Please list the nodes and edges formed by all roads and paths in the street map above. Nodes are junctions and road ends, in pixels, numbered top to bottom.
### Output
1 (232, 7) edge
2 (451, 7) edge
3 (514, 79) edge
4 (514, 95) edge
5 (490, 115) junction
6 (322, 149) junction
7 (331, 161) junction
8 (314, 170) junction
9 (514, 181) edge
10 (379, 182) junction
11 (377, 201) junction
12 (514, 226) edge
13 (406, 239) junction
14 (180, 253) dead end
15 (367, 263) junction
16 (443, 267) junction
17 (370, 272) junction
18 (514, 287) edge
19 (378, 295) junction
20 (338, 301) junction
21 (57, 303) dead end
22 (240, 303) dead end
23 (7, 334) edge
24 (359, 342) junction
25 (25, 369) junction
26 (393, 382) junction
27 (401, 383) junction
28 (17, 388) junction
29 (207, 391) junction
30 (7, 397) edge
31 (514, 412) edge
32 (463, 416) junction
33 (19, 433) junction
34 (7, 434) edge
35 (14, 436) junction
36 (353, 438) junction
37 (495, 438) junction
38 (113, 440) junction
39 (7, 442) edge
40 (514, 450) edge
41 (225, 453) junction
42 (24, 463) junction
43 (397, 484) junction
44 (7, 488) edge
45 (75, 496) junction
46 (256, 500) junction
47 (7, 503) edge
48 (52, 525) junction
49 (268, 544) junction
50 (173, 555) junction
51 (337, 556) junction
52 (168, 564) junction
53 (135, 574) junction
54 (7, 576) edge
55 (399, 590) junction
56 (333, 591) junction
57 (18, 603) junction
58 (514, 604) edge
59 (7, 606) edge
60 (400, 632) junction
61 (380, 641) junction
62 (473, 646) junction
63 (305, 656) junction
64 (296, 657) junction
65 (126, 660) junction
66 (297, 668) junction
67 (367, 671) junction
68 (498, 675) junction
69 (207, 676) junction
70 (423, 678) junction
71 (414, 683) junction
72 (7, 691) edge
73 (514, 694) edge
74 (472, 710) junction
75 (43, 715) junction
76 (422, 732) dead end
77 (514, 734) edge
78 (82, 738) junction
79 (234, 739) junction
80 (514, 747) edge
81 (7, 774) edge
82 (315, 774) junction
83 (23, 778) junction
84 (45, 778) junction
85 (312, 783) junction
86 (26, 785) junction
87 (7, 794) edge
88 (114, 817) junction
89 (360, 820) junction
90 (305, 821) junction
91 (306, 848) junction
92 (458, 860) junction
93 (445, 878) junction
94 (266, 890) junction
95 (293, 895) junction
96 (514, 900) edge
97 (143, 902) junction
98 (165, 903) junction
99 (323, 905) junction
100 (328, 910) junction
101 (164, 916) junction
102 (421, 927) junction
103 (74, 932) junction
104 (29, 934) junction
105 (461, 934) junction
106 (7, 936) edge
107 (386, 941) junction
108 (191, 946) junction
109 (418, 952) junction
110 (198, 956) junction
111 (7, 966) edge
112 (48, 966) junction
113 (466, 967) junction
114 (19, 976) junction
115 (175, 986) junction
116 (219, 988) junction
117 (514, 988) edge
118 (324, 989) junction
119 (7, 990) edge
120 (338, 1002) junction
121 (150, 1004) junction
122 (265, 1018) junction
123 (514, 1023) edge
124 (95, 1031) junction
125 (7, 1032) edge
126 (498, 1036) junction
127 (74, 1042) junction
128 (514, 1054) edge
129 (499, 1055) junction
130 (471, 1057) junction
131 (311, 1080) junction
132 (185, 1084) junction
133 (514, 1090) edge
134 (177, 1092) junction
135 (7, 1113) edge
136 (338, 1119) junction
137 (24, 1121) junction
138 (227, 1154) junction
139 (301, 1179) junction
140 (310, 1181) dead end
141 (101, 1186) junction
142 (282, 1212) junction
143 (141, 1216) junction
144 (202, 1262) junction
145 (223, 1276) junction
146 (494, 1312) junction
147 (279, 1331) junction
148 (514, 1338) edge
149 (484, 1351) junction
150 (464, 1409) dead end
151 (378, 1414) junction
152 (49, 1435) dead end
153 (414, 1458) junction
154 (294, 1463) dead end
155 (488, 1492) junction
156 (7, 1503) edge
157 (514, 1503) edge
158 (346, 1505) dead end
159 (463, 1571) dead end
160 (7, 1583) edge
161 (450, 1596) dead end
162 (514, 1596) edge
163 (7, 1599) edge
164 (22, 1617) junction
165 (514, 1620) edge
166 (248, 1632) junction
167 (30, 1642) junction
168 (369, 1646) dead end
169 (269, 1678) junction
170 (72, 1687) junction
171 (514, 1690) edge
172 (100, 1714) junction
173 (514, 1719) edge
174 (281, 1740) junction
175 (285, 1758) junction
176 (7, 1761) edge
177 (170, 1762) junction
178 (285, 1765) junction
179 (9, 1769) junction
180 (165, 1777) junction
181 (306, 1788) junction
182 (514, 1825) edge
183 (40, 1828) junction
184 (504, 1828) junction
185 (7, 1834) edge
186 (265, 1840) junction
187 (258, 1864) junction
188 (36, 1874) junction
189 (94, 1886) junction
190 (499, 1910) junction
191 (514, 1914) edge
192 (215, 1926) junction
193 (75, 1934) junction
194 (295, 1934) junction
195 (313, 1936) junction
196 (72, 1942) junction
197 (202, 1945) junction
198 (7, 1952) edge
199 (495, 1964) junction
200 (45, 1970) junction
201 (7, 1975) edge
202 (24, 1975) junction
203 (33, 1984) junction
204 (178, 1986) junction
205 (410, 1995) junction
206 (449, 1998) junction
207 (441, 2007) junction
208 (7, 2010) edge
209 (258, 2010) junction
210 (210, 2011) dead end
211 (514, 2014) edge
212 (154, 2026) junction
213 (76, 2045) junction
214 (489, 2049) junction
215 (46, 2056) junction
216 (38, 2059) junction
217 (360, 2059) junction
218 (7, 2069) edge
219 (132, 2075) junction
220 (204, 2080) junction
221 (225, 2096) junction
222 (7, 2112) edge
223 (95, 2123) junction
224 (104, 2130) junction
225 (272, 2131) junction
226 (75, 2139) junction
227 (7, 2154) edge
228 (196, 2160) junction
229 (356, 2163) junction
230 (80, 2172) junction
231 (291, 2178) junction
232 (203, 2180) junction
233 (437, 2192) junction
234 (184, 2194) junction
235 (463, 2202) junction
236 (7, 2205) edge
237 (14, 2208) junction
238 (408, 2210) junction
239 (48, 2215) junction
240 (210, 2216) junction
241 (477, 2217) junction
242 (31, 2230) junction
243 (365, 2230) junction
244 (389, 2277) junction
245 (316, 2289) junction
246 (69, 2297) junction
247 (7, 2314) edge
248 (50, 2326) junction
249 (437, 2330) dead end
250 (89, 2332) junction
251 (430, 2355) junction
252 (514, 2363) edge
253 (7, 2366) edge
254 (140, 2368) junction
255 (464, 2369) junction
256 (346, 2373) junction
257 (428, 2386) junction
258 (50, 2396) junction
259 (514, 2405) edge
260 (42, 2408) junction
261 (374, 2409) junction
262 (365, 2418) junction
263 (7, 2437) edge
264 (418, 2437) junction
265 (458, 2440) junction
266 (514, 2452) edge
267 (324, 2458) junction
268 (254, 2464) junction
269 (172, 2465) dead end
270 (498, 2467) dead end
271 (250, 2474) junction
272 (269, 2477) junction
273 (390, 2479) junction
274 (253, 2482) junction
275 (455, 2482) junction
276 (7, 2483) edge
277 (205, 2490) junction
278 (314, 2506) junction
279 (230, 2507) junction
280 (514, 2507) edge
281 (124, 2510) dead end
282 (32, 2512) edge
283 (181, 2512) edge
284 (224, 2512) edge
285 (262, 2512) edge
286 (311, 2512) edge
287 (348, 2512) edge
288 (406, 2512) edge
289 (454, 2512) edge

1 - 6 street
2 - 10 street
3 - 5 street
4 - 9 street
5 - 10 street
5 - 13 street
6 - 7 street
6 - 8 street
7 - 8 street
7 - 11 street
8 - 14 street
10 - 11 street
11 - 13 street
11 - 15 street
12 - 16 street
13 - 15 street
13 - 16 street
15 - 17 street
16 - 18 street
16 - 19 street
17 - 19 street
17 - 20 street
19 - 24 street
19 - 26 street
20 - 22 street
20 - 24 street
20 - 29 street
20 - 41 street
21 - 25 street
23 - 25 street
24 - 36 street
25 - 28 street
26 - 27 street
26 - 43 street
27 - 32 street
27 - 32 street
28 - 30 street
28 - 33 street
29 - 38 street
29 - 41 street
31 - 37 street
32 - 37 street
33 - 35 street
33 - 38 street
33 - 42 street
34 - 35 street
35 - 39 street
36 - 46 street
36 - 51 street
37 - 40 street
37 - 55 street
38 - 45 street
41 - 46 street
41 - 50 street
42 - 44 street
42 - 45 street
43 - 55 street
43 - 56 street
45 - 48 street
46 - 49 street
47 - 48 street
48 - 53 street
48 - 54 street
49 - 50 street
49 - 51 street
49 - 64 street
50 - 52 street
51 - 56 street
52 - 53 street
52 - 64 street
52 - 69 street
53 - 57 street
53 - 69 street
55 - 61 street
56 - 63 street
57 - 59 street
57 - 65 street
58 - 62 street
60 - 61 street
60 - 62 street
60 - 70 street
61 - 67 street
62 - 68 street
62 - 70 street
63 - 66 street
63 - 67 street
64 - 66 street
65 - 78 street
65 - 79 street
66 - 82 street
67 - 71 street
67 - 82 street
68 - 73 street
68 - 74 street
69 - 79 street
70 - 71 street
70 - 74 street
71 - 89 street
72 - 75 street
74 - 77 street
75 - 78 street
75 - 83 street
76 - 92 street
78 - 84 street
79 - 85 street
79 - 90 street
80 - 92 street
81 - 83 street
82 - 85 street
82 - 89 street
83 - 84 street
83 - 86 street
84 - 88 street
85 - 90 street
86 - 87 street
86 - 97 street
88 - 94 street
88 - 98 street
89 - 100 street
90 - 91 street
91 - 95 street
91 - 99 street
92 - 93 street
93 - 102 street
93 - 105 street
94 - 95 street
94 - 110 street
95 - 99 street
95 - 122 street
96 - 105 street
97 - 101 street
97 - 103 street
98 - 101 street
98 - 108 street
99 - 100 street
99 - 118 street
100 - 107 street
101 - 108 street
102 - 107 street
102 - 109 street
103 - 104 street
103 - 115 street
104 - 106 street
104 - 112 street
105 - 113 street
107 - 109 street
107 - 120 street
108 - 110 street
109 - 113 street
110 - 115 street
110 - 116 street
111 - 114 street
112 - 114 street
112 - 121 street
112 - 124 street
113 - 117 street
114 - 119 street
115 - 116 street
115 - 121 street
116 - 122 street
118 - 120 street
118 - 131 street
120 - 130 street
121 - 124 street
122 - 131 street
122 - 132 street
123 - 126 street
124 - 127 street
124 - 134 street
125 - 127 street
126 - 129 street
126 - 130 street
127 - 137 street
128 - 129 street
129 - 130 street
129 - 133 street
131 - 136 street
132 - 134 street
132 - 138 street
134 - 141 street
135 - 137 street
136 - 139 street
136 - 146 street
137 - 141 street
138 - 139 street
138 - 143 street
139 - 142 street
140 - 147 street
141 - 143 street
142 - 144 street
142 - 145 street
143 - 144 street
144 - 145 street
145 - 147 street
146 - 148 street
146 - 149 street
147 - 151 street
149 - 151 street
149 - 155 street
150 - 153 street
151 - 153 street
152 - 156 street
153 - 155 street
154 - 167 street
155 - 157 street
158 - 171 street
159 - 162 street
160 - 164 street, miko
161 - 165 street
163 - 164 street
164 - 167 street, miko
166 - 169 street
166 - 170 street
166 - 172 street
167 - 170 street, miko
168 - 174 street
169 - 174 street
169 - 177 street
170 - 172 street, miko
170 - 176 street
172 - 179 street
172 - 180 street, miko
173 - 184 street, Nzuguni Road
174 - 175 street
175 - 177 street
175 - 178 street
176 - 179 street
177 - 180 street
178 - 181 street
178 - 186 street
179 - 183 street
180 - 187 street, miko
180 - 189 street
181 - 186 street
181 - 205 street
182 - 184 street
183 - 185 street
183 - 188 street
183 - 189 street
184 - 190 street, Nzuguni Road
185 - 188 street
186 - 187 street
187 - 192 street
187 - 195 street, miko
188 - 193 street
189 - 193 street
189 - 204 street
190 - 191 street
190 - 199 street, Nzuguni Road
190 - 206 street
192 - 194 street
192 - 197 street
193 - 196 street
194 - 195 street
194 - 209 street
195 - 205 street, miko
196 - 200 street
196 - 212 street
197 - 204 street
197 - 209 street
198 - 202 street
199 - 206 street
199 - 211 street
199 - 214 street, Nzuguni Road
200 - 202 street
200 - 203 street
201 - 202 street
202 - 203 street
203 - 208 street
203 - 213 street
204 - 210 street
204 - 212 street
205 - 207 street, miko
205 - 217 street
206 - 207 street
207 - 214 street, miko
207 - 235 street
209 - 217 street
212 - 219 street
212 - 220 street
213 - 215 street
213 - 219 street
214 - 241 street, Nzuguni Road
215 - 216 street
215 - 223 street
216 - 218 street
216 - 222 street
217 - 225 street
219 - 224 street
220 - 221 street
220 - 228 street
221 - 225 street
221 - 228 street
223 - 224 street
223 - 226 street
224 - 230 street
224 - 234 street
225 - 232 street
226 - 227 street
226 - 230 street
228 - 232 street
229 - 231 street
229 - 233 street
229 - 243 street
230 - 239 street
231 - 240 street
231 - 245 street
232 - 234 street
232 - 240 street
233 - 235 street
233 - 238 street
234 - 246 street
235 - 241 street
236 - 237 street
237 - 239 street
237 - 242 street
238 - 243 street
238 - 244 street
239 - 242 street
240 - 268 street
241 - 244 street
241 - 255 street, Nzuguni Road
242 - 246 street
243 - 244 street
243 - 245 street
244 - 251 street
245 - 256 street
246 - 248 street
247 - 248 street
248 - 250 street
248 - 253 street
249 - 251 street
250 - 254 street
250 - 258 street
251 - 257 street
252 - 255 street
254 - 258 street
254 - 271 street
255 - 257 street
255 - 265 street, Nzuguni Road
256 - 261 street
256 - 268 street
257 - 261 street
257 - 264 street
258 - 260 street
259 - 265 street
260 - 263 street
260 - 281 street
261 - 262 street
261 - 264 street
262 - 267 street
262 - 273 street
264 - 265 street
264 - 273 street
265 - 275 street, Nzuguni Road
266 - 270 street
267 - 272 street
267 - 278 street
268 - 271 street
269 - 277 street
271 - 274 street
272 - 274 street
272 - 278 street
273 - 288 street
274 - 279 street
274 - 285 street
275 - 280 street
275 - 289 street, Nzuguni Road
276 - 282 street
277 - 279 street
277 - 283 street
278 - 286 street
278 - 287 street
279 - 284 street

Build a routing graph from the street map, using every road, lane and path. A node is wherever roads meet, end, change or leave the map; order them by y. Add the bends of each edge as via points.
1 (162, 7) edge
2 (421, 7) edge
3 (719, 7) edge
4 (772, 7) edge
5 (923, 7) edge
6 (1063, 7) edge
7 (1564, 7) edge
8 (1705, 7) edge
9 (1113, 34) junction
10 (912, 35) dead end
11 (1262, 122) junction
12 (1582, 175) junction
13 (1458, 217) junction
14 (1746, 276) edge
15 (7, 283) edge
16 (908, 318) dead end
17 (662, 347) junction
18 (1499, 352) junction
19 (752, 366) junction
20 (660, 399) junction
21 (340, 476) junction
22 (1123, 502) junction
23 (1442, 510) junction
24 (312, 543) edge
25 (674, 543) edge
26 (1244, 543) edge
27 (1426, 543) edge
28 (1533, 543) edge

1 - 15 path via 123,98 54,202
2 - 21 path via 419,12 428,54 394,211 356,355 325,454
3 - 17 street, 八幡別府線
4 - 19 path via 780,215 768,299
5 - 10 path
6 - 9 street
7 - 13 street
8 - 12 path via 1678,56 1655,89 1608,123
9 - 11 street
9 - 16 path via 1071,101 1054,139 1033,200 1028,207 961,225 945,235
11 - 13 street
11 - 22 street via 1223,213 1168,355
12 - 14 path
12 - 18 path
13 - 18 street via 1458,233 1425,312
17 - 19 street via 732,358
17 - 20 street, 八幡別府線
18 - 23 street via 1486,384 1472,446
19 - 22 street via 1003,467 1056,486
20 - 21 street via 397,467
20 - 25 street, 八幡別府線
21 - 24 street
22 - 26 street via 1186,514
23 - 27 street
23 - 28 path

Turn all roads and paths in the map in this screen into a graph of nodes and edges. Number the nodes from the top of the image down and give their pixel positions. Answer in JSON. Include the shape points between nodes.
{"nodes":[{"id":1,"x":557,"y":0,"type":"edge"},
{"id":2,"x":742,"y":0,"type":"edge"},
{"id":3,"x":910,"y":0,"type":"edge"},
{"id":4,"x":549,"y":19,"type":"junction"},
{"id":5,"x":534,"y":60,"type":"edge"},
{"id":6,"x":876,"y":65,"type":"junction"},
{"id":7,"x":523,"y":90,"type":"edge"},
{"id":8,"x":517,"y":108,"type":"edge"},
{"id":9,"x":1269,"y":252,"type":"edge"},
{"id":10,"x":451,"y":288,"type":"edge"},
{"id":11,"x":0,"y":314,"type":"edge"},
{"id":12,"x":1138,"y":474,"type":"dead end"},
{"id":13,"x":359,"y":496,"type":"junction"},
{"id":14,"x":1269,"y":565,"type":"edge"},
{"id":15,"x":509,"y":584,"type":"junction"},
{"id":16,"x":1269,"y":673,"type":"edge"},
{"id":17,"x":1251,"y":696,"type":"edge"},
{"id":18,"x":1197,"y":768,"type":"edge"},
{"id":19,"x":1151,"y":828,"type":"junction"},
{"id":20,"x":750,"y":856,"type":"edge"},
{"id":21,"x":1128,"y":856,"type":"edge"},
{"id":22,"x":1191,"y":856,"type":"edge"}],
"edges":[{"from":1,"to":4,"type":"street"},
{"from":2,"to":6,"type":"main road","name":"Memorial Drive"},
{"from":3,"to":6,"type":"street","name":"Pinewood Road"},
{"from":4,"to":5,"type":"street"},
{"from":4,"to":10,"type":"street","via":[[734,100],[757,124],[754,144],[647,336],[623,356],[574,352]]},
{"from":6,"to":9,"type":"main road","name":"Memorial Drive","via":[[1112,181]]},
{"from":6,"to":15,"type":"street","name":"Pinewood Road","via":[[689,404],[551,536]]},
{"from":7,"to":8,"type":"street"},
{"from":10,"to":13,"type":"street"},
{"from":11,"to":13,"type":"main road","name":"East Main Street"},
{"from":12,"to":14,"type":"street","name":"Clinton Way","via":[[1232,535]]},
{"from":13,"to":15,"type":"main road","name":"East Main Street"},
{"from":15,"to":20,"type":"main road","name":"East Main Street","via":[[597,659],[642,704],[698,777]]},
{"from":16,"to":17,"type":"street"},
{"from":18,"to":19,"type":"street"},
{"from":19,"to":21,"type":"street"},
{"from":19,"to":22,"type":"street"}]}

──────

PROBLEM DETAILS
Every line containing the string "八幡別府線" is required; copy each such line from the data.

RESPONSE TO THIS TASK
3 - 17 street, 八幡別府線
17 - 20 street, 八幡別府線
20 - 25 street, 八幡別府線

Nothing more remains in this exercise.